I thanked him again and went. So much for Eugene Jarrett. But on the way home I stopped in at Doc Vollmer's office, in a house he owns on the same block as the old brownstone, and asked him about the reputation of James Odell Worthington, M.D., and sperm counts and abnormal forms and mumps; and that did finish off Eugene Jarrett.

Cyrus M. Jarrett was finished too, on Wednesday, when Orrie came back from Washington with three notebooks full of details from official records. The places and dates as Jarrett had rattled them off to me all checked, and if he had taken a day off to fly across the Atlantic on a personal errand off the record, where did he get an airplane in wartime?

After dinner Monday evening I had made a trip uptown and spent a couple of hours with the client. The news that her mother's real name was Carlotta Vaughn and that she had come from Wisconsin didn't impress her much; as she had said, she had known her mother all her life. Also, she wasn't too impressed by the news that we had eliminated the Jarretts; she wasn't interested in men who were not her father; what she was after was the man who was her father. I made it plain that we were no longer turning over stones, we were trying to find a stone to turn, and it was anybody's guess how long it would take. She said she should have taken my bet a week ago when

I offered her even money that we would spot her father within three days.

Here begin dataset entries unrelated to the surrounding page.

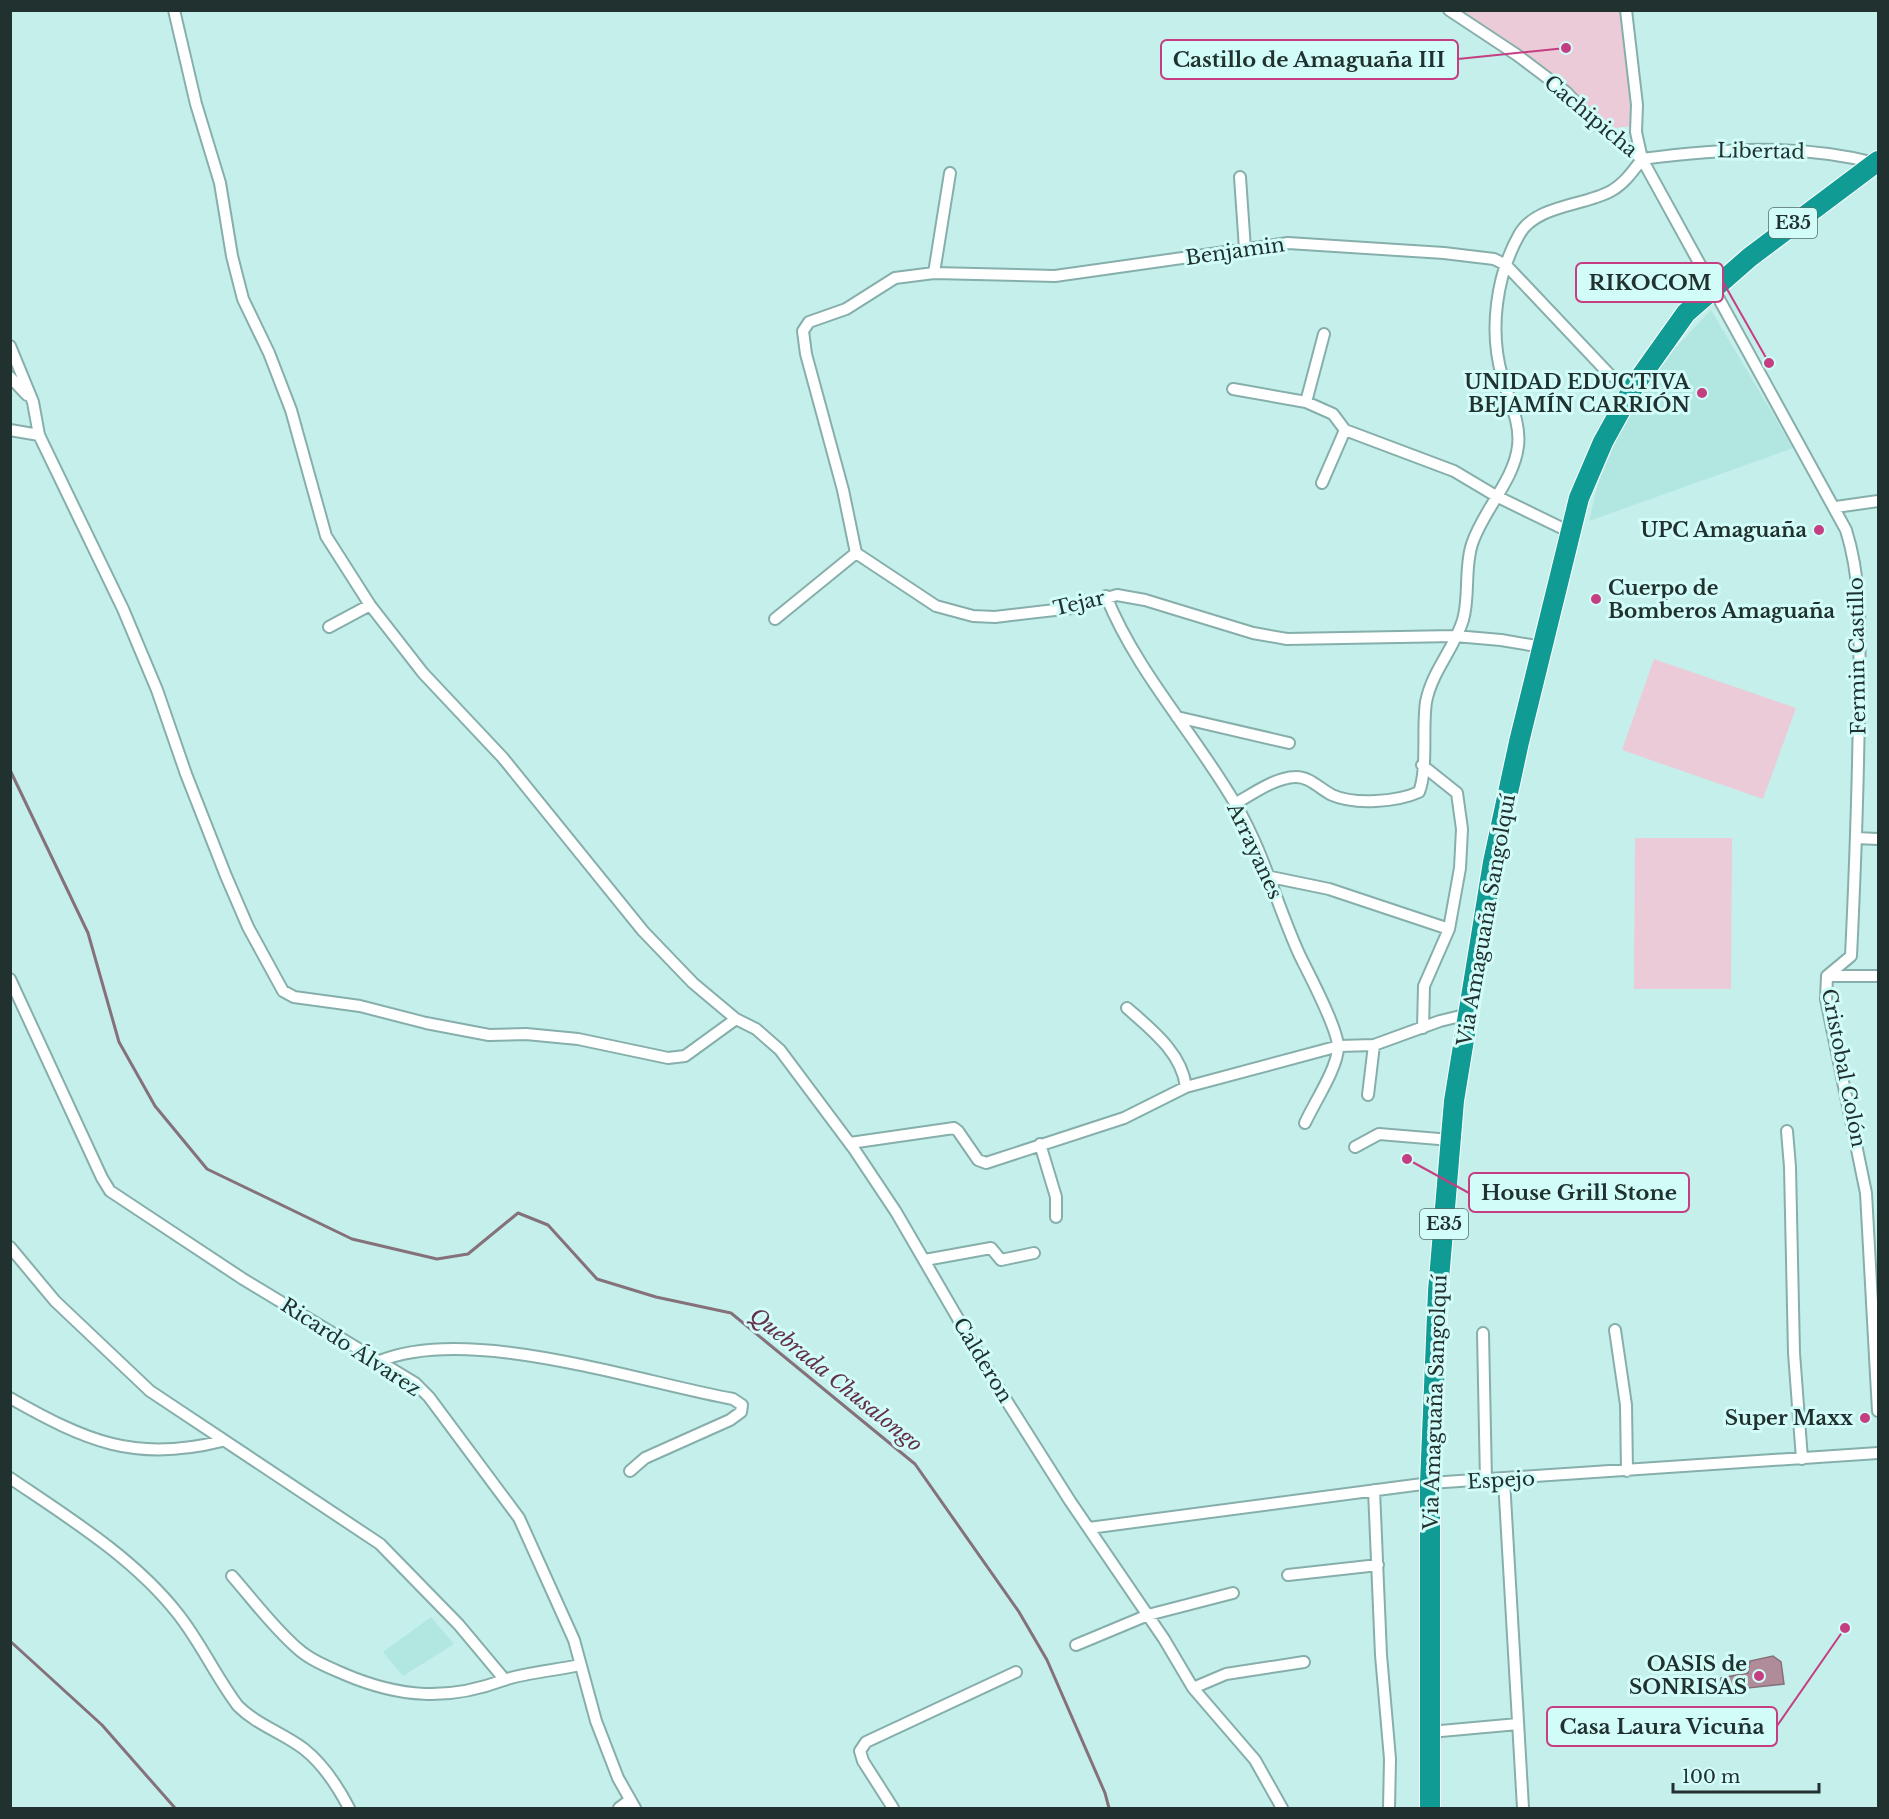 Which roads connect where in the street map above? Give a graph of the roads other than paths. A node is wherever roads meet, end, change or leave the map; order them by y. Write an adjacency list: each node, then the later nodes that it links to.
1 (174, 10): 29 (street, Calderon)
2 (1449, 10): 4 (street, Cachipicha)
3 (1626, 10): 4 (street)
4 (1642, 159): 5 (street, Libertad); 9 (street); 11 (street, Cachipicha)
5 (1878, 163): 11 (highway, Via Amaguaña Sangolquí / E35)
6 (950, 173): 10 (street)
7 (1240, 177): 8 (street)
8 (1245, 249): 9 (street, Benjamin); 10 (street, Benjamin)
9 (1506, 265): 15 (street); 23 (street)
10 (934, 273): 27 (street, Benjamin)
11 (1714, 286): 15 (highway, Via Amaguaña Sangolquí / E35); 25 (street, Fermin Castillo)
12 (1324, 334): 18 (street)
13 (10, 346): 17 (street)
14 (10, 377): 17 (street)
15 (1634, 386): 26 (highway, Via Amaguaña Sangolquí / E35)
16 (1233, 389): 18 (street)
17 (33, 402): 21 (street)
18 (1306, 402): 20 (street)
19 (10, 430): 21 (street)
20 (1345, 430): 22 (street); 23 (street)
21 (39, 435): 49 (street)
22 (1322, 483)
23 (1496, 496): 26 (street); 32 (street)
24 (1878, 501): 25 (street)
25 (1836, 507): 38 (street, Fermin Castillo)
26 (1570, 532): 33 (highway, Via Amaguaña Sangolquí / E35)
27 (856, 554): 28 (street, Tejar); 30 (street)
28 (1106, 596): 32 (street, Tejar); 34 (street, Arrayanes)
29 (370, 605): 31 (street); 49 (street, Calderon)
30 (775, 619)
31 (329, 627)
32 (1455, 636): 33 (street, Tejar); 36 (street)
33 (1542, 647): 48 (highway, Via Amaguaña Sangolquí / E35)
34 (1177, 717): 35 (street); 37 (street, Arrayanes)
35 (1289, 743)
36 (1422, 765): 37 (street); 41 (street)
37 (1236, 803): 40 (street, Arrayanes)
38 (1856, 838): 39 (street); 42 (street, Fermin Castillo)
39 (1878, 839)
40 (1271, 877): 41 (street); 52 (street, Arrayanes)
41 (1449, 929): 50 (street)
42 (1851, 956): 43 (street, Fermin Castillo); 44 (street)
43 (1851, 975): 44 (street); 45 (street)
44 (1827, 976): 69 (street, Cristobal Colón)
45 (1878, 976)
46 (10, 979): 67 (street, Ricardo Álvarez)
47 (1127, 1008): 53 (street)
48 (1469, 1014): 50 (street); 57 (highway, Via Amaguaña Sangolquí / E35)
49 (736, 1020): 58 (street, Calderon)
50 (1423, 1028): 51 (street)
51 (1374, 1045): 52 (street); 54 (street)
52 (1339, 1046): 53 (street); 55 (street)
53 (1186, 1087): 59 (street)
54 (1368, 1095)
55 (1305, 1123)
56 (1787, 1131): 72 (street)
57 (1451, 1140): 60 (street); 78 (highway, Via Amaguaña Sangolquí / E35)
58 (850, 1143): 59 (street); 64 (street, Calderon)
59 (1041, 1144): 61 (street)
60 (1354, 1147)
61 (1056, 1217)
62 (10, 1247): 70 (street)
63 (1034, 1253): 64 (street)
64 (925, 1260): 80 (street, Calderon)
65 (1615, 1330): 74 (street)
66 (1483, 1333): 77 (street)
67 (380, 1361): 73 (street); 88 (street, Ricardo Álvarez)
68 (10, 1398): 70 (street)
69 (1878, 1411)
70 (222, 1441): 90 (street)
71 (1878, 1453): 72 (street, Espejo)
72 (1802, 1458): 74 (street, Espejo)
73 (630, 1471)
74 (1627, 1471): 76 (street, Espejo)
75 (10, 1478): 95 (street)
76 (1504, 1480): 77 (street, Espejo); 92 (street)
77 (1486, 1481): 78 (street, Espejo)
78 (1430, 1483): 79 (street, Espejo); 93 (highway, Via Amaguaña Sangolquí / E35)
79 (1374, 1490): 80 (street, Espejo); 81 (street)
80 (1089, 1528): 85 (street, Calderon)
81 (1378, 1565): 82 (street); 99 (street)
82 (1288, 1575)
83 (232, 1576): 90 (street)
84 (1233, 1593): 85 (street)
85 (1148, 1615): 86 (street); 91 (street, Calderon)
86 (1076, 1645)
87 (1304, 1662): 91 (street)
88 (580, 1665): 90 (street); 94 (street, Ricardo Álvarez)
89 (1016, 1672): 97 (street)
90 (505, 1680)
91 (1193, 1688): 98 (street, Calderon)
92 (1518, 1724): 93 (street); 101 (street)
93 (1430, 1732): 100 (highway, Via Amaguaña Sangolquí / E35)
94 (633, 1804): 96 (street)
95 (349, 1809)
96 (619, 1809)
97 (893, 1809)
98 (1282, 1809)
99 (1389, 1809)
100 (1430, 1809)
101 (1523, 1809) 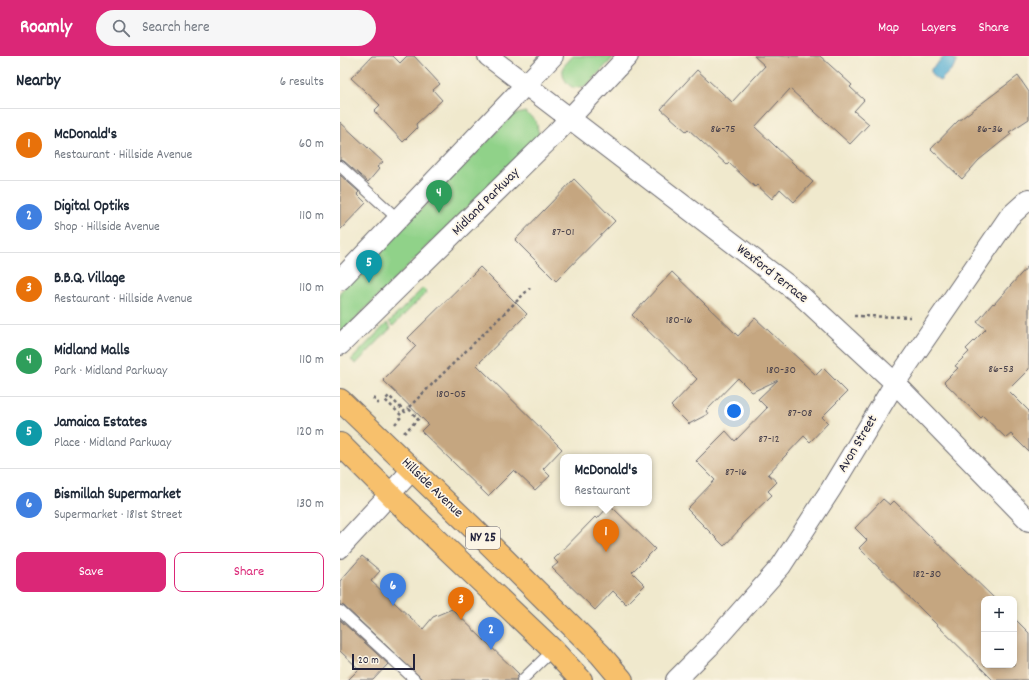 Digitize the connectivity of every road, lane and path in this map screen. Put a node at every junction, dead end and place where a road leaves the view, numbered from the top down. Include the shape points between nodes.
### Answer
1 (488, 56) edge
2 (553, 56) edge
3 (628, 56) edge
4 (525, 85) junction
5 (570, 119) junction
6 (340, 166) edge
7 (1029, 199) edge
8 (398, 219) junction
9 (340, 280) edge
10 (530, 288) dead end
11 (854, 316) dead end
12 (914, 317) dead end
13 (340, 345) edge
14 (896, 383) junction
15 (374, 398) dead end
16 (340, 400) edge
17 (375, 405) dead end
18 (408, 408) junction
19 (394, 424) dead end
20 (408, 428) dead end
21 (340, 444) edge
22 (412, 469) junction
23 (390, 494) junction
24 (1029, 522) edge
25 (340, 548) edge
26 (340, 611) edge
27 (553, 650) junction
28 (415, 680) edge
29 (522, 680) edge
30 (581, 680) edge
31 (622, 680) edge
32 (676, 680) edge

1 - 4 street, Wexford Terrace
2 - 4 street
3 - 5 street, Midland Parkway
4 - 5 street, Wexford Terrace
4 - 8 street
5 - 13 street, Midland Parkway
5 - 14 street, Wexford Terrace via 797,292
6 - 8 lane
7 - 14 street, Avon Street via 1009,217
8 - 9 street
10 - 18 path
11 - 12 path
14 - 24 street, Wexford Terrace
14 - 32 street, Avon Street via 831,490 780,566 709,647
15 - 17 path via 378,403
16 - 22 main road, Hillside Avenue / NY 25
18 - 19 path via 405,412 389,396 385,400 402,416
18 - 20 path via 418,419
21 - 23 main road, NY 25
22 - 23 street
22 - 31 main road, Hillside Avenue / NY 25 via 600,654
23 - 25 street
23 - 27 main road, NY 25
26 - 28 lane
27 - 29 lane
27 - 30 main road, NY 25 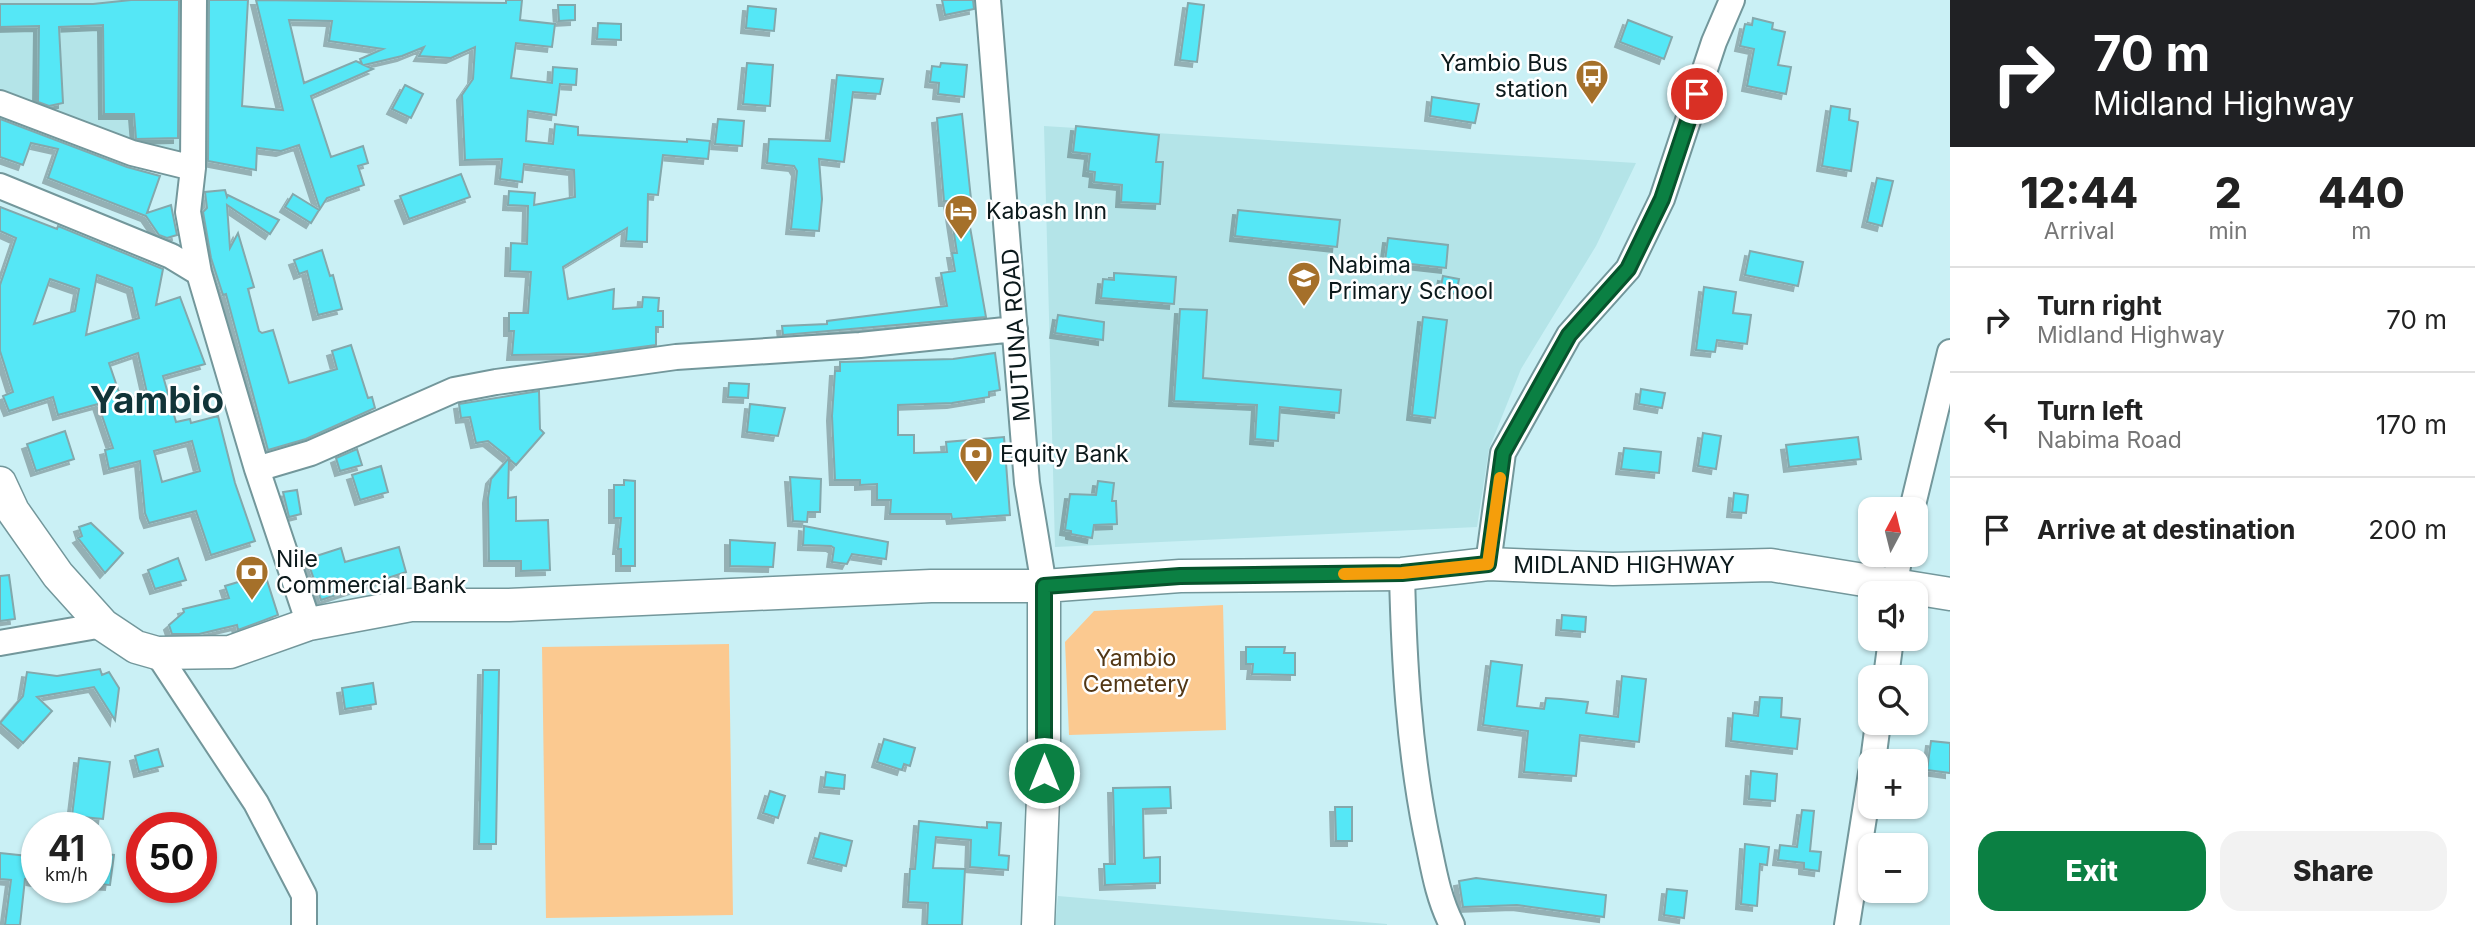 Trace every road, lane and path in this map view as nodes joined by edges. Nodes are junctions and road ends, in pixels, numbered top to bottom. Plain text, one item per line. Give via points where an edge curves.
1 (194, 0) edge
2 (988, 0) edge
3 (1732, 0) edge
4 (0, 103) edge
5 (193, 168) junction
6 (0, 186) edge
7 (199, 273) junction
8 (1015, 329) junction
9 (1950, 352) edge
10 (257, 469) junction
11 (0, 484) edge
12 (1915, 497) edge
13 (1488, 564) junction
14 (1402, 573) junction
15 (1895, 577) edge
16 (1044, 586) junction
17 (1950, 594) edge
18 (309, 624) junction
19 (103, 625) junction
20 (0, 643) edge
21 (157, 653) junction
22 (1864, 819) edge
23 (304, 925) edge
24 (1038, 925) edge
25 (1452, 925) edge
26 (1847, 925) edge

1 - 5 street
2 - 8 street, MUTUNA ROAD
3 - 13 street via 1662,199 1628,269 1569,335 1503,453
4 - 5 street via 132,153
5 - 7 street via 188,212
6 - 7 street via 171,256
7 - 10 street
8 - 10 street via 676,357 496,382 454,390 311,453
8 - 16 street, MUTUNA ROAD via 1027,483
9 - 12 street
10 - 18 street
11 - 19 main road via 13,511 58,575
13 - 14 main road, MIDLAND HIGHWAY
13 - 15 main road, MIDLAND HIGHWAY via 1613,569 1771,565
14 - 16 main road, MIDLAND HIGHWAY via 1180,576
14 - 25 street via 1404,665 1417,784 1440,901
15 - 17 main road, MIDLAND HIGHWAY
16 - 18 main road, MIDLAND HIGHWAY via 411,605
16 - 24 main road
18 - 21 main road, MIDLAND HIGHWAY via 230,652
19 - 20 street
19 - 21 main road via 136,647
21 - 23 street via 256,803 304,895
22 - 26 street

Saul and Fred had kept at their hunt for stones until Tuesday noon, but had been called in when I got seven more replies to the ad and three of them were worth a look. Saul took one, from a shoe-repair man on West Fifty-fourth Street who wrote that Carlotta Vaughn had been a customer of his for several months in 1944. I got his letter at the News. When Saul went to see him, he took along photographs of six other young women, and the shoeman picked Carlotta Vaughn at the first look. He knew nothing of any Elinor Denovo, but he remembered it was during the summer of 1944 that Carlotta Vaughn had been a regular customer for both repairs and shines, because it was that August that his son had been killed in action in France. He couldn't say when he had seen her last, but thought it had been late summer or early fall. He didn't think he had ever had her address, but if so it was gone now. Of course she had probably lived nearby, and after shelling out five hundred dollars to the shoeman, Saul had gone to work on the neighborhood.